Mr RIPOLL (2:24 PM) —My question is to the Minister for Infrastructure, Transport, Regional Development and Local Government. How is the government supporting local economies by investing in the nation’s road infrastructure and how does this compare to previous investments?


Mr ALBANESE (Minister for Infrastructure, Transport, Regional Development and Local Government) —I thank the member for Oxley for his question. Indeed, I note that through the government’s Nation Building Economic Stimulus Plan there are some 135 smaller infrastructure projects taking place in his electorate, costing some $54.4 million. Each of these projects is supporting local jobs, stimulating the local economy and leaving the electorate of Oxley and the greater Ipswich area an even better placed to live. This includes some 109 projects under the Building the Education Revolution plan, the biggest school modernisation plan in the nation’s history. It includes two black spots projects at a cost of $1.4 million.
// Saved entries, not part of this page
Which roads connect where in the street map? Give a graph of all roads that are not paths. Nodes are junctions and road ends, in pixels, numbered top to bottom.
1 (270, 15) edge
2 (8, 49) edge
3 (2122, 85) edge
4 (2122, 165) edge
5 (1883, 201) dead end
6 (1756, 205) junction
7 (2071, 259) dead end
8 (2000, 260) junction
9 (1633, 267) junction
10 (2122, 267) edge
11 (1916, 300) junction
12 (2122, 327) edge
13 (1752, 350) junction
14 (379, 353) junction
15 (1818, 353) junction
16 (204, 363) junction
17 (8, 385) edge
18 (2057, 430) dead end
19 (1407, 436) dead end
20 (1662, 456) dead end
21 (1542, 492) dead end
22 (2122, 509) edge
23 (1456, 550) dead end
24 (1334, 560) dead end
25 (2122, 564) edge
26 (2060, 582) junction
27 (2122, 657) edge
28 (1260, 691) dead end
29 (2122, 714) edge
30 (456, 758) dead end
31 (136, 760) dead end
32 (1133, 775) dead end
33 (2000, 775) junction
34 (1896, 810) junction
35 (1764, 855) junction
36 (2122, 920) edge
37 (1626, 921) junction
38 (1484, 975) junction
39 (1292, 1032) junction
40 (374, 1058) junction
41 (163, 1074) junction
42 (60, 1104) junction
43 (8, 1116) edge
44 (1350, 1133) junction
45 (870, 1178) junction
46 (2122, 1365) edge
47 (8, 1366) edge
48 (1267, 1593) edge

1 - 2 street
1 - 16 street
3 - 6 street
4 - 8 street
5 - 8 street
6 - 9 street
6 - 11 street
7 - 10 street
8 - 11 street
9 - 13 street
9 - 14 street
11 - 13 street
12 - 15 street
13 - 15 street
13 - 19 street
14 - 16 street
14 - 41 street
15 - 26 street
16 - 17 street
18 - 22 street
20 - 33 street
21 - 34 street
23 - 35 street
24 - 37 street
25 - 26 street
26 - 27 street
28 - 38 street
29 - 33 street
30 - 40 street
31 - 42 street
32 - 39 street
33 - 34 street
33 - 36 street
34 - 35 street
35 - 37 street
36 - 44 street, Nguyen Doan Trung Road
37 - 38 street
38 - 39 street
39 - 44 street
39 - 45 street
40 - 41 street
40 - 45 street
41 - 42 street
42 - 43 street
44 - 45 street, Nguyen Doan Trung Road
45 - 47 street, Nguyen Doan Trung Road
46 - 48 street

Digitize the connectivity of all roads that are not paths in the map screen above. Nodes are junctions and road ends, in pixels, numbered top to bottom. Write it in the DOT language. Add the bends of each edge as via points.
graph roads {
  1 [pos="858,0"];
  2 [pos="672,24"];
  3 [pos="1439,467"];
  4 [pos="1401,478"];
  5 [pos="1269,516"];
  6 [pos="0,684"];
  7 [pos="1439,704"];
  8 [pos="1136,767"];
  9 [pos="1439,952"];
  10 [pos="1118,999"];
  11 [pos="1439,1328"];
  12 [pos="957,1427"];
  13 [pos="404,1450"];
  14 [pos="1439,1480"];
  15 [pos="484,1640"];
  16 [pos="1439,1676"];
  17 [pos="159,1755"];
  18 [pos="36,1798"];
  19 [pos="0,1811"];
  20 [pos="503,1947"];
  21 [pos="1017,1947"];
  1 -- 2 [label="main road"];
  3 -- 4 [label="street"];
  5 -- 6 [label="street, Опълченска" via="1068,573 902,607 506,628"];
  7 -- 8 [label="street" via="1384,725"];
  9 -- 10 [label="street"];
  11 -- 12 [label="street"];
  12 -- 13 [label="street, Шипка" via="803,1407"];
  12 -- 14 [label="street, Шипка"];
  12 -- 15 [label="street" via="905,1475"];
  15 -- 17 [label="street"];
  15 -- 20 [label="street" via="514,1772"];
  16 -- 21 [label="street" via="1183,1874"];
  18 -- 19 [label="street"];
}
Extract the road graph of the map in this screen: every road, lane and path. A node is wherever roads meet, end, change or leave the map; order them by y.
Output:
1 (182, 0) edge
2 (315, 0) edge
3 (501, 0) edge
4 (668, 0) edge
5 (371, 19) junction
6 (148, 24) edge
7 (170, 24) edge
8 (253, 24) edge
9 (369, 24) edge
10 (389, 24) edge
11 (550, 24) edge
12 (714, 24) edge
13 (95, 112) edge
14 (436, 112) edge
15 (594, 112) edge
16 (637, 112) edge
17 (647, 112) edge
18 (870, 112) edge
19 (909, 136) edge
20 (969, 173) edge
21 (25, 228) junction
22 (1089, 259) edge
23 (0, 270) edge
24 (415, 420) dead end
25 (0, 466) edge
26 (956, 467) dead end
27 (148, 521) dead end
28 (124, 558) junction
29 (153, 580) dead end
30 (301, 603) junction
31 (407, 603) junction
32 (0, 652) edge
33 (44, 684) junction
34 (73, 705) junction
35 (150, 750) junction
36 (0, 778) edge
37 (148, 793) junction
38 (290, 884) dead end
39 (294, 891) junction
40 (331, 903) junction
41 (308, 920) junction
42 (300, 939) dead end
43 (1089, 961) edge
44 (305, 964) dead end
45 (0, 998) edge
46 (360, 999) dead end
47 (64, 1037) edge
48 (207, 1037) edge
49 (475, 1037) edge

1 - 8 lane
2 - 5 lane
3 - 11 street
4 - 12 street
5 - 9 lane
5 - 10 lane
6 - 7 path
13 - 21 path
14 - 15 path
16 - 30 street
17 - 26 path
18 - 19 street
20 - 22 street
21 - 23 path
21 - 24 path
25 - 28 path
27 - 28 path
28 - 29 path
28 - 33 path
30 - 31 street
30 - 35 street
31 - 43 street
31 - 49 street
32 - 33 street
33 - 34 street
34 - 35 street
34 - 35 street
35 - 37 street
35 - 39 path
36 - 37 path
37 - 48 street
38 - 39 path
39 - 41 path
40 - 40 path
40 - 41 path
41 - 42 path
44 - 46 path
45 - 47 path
It is worth noting with regard to these projects in Oxley that many of these projects are underway right now. If those opposite had their way, none of these projects would be proceeding—none of them.

There is one big project underway as well that will affect the electorate of Oxley—as well as, of course, the electorate of Blair, the electorate of Moreton and other electorates in Brisbane—and that is the Ipswich Motorway. For the Ipswich Motorway upgrade, which was opposed by those opposite, $2.5 billion was provided by this side of parliament in order to ease urban traffic congestion in the western suburbs of Brisbane. The Prime Minister and I—with you, Member for Oxley, and the member for Blair and others—turned the first sod on 2 March 2008, just 14 months ago. We returned to where the works are taking place on the Friday after last sitting period, and there the people managing the site told us that 4,000 Australians had been inducted into the work on that site alone. That is 4,000 put to work building the nation, building the economic recovery. This project, of course, is all part of the N1, building a modern highway network from Melbourne all the way to Cairns, both through the main highways and through the feeder networks. There is also $2.6 billion into the Bruce Highway, double what the previous government contributed over 12 years, and for the Pacific Highway, $3.1 billion from this side of the House in six years against $1.3 billion from those opposite over 12 long years—and it runs through most of their electorates.

Today I, along with the member for Riverina, attended the latest milestone in the duplication of the Hume: the opening of the new $78 million Sheahan Bridge duplication over the Murrumbidgee at Gundagai. That was two months ahead of schedule and on budget. In the December stimulus package we brought forward $490 million to accelerate work on the Tarcutta and Woomargama bypasses, bringing forward that work to create jobs now to make the Australian economy more productive. All of these plans were opposed by those opposite. We do need nation building for recovery. The government understands that and that is why we are getting on with the job of delivering it.